Préparer l’avenir

Par Roxana Azimi · Le Journal des Arts

Le 15 octobre 2008 - 535 mots

« Ils ne mouraient pas tous, mais tous étaient frappés. » Ce vers extrait des Animaux malades de la peste, de Jean de la Fontaine, résume assez bien la situation économique actuelle.

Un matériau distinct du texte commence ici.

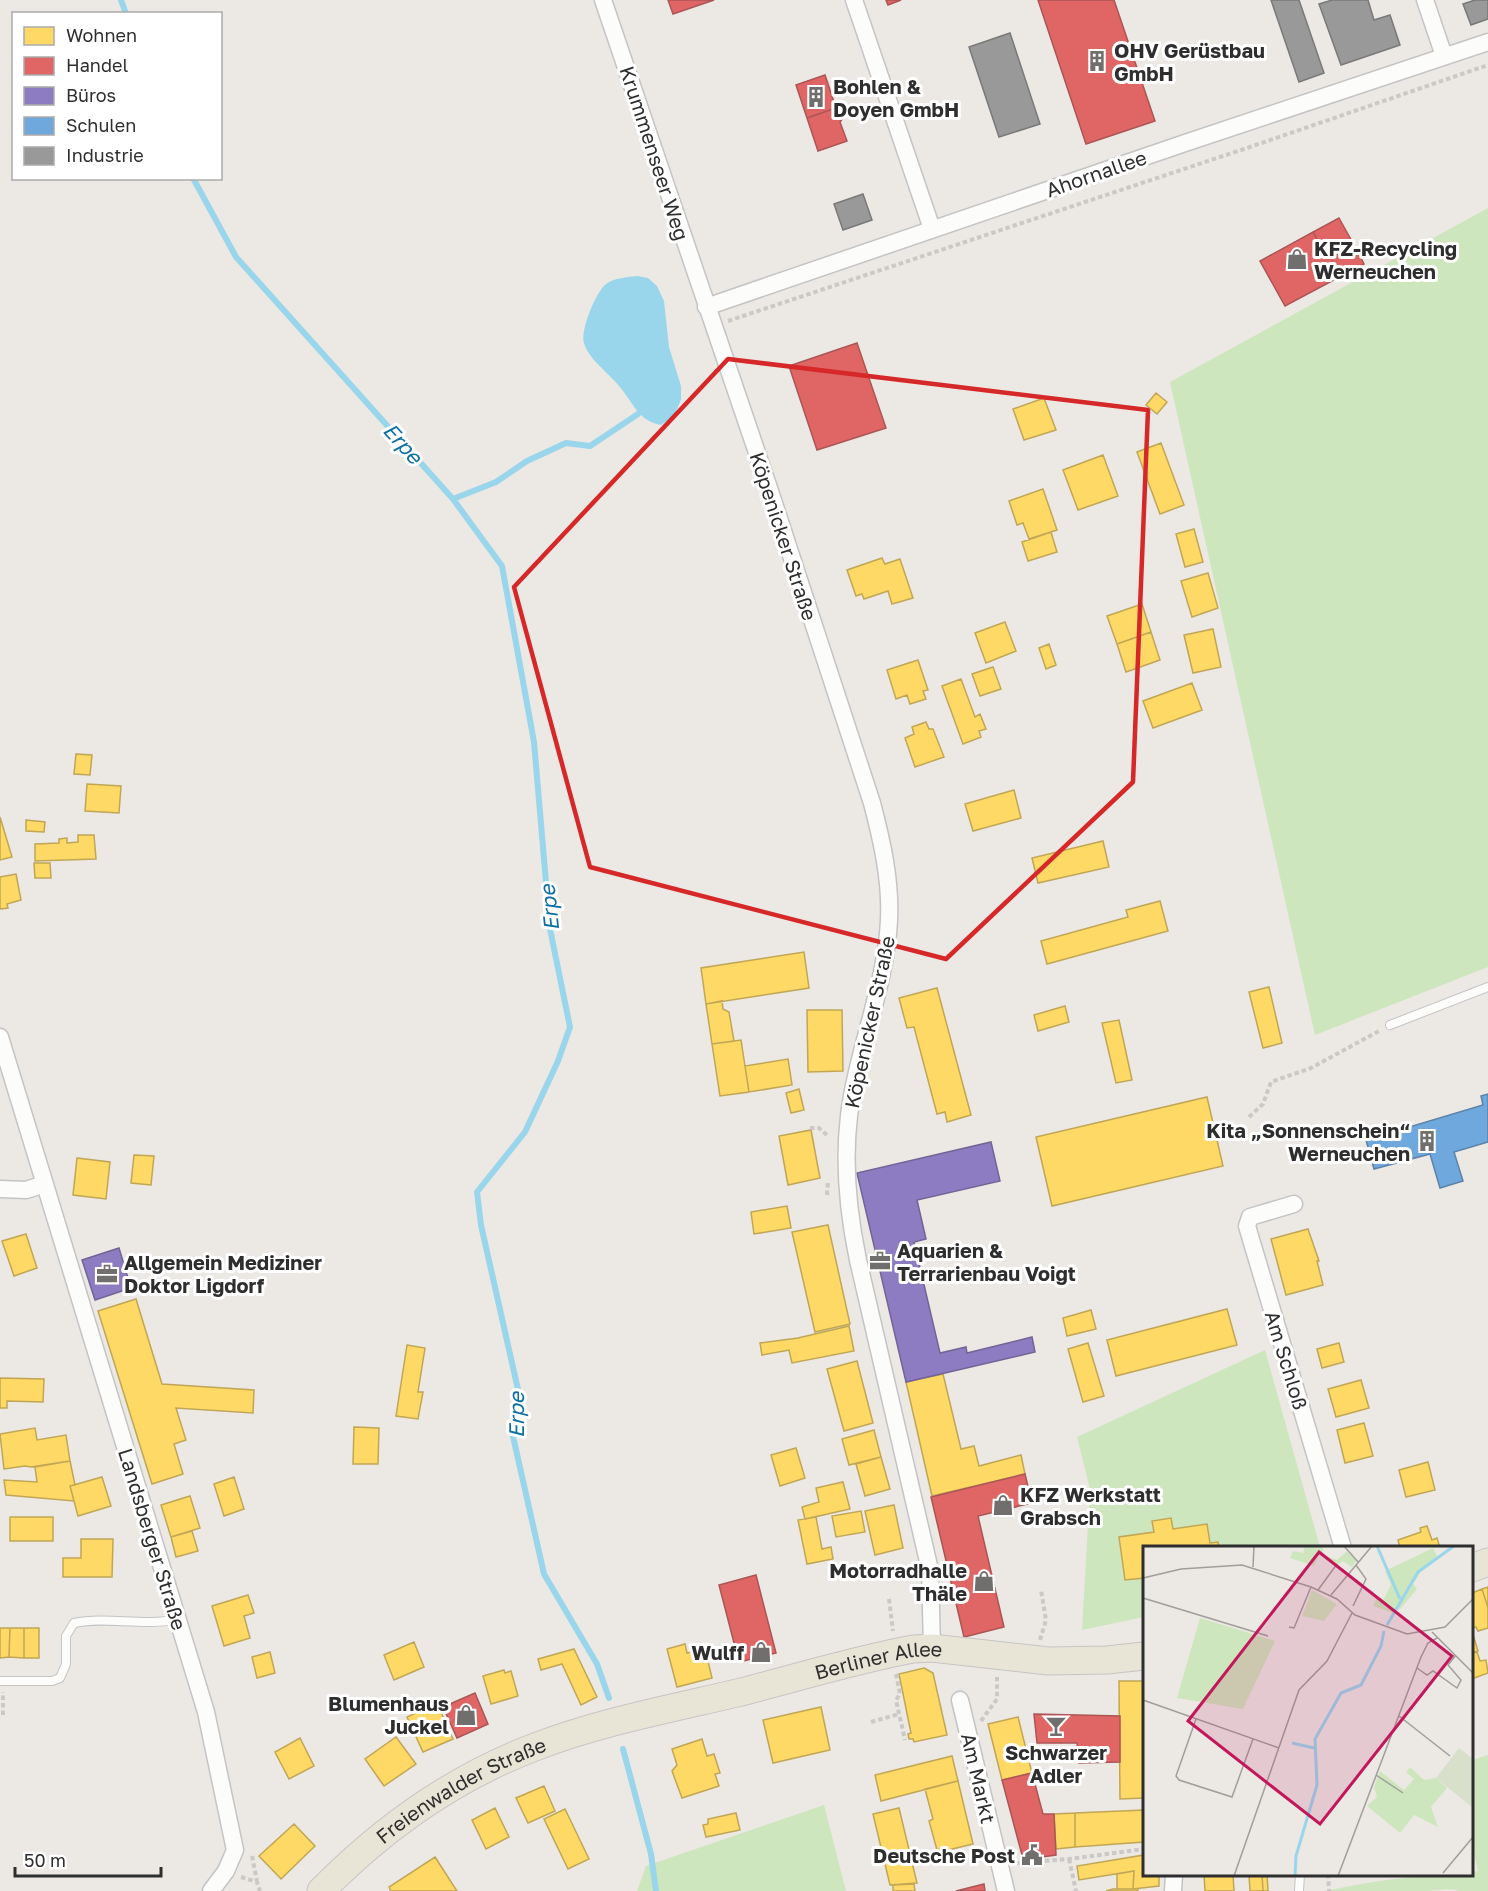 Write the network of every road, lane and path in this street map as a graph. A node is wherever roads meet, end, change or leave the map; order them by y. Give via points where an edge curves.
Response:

Quand les États-Unis éternuent, le reste du monde s’enrhume. Pourtant, alors que la crise gagne tous les organes du système bancaire américain jusqu’à se propager sur nos rives, avec une chute de 22 % du CAC 40 la semaine du 6 au 12 octobre, les marchands de Nouveau Monde cherchent leur salut dans la Vieille Europe. L’avenir n’y est guère plus glorieux puisque, d’après les statistiques de l’Insee, la France et la zone euro entrent en récession au troisième trimestre. Qui dit récession, dit serrage de ceinture. Olivier Belot, directeur de la galerie Yvon Lambert (Paris), souligne ainsi qu’un achat qui se finalisait en trois jours l’an dernier se trouve aujourd’hui dilaté sur deux, voire trois semaines. Déclinologues par tempérament ou par lucidité, certains marchands français broient déjà du noir. L’Hexagone, qui a profité, mais modestement, des ressacs de l’embellie américaine, ne risque toutefois pas d’être soufflé avec la même violence par l’onde de choc. « Je ne suis pas pessimiste car nous n’avons pas une galerie de spéculation, assure le galeriste Michel Rein. Aucune structure n’échappera à la crise, mais la nôtre est saine financièrement et nous avons une vraie clientèle de passionnés. » Surtout, le couperet ne peut tomber sévèrement sur les artistes français, car ces derniers n’ont pas connu les excès de leurs confrères américains ou allemands. Faute d’un second marché vivace, les ventes publiques ne reflètent pas la bonne ou mauvaise santé des plasticiens français. Ainsi, d’après Artprice, depuis juillet 2007, seules deux œuvres de Christian Boltanski se sont vendues aux enchères en France, trois à l’étranger. Sur la même période, aucune œuvre de Daniel Buren ni de Mathieu Mercier n’a transité par les ventes publiques à l’étranger. Ces créateurs jouissent pourtant d’un premier marché assez actif.
Les galeries qui ont pris de gros risques en termes d’investissement peuvent toutefois difficilement réduire la voilure. Emmanuel Perrotin va ainsi annexer 300 mètres carrés supplémentaires rue de Turenne (Paris-3e), ce qui portera l’ensemble de son espace à 1 300 m2, l’équivalent de sa galerie à Miami. Il lance dans le même temps sa société de production d’œuvres monumentales (1) tout en préparant une exposition Damien Hirst pour 2010 (lire p. 3). « Crise ou pas crise, je ne veux pas mettre fin à mes rêves, le mien n’est pas d’attendre que les choses se passent », défend Perrotin. C’est aussi en pleine turbulence qu’Yvon Lambert a ouvert sa galerie à Londres. Bien qu’à un certain niveau il soit impossible de reculer, Olivier Belot reste prudent : « Tout le monde va forcément réduire son train de vie. Nier et continuer de faire comme si de rien n’était serait ridicule et impudique, confie-t-il. Au lieu de faire cinq projets ambitieux l’an prochain, nous serons amenés à n’en faire peut-être que deux. Nous allons réduire aussi le nombre de foires auxquelles on participe. » Les organisateurs de salons auront sans doute plus de mal que les marchands à jongler avec la crise.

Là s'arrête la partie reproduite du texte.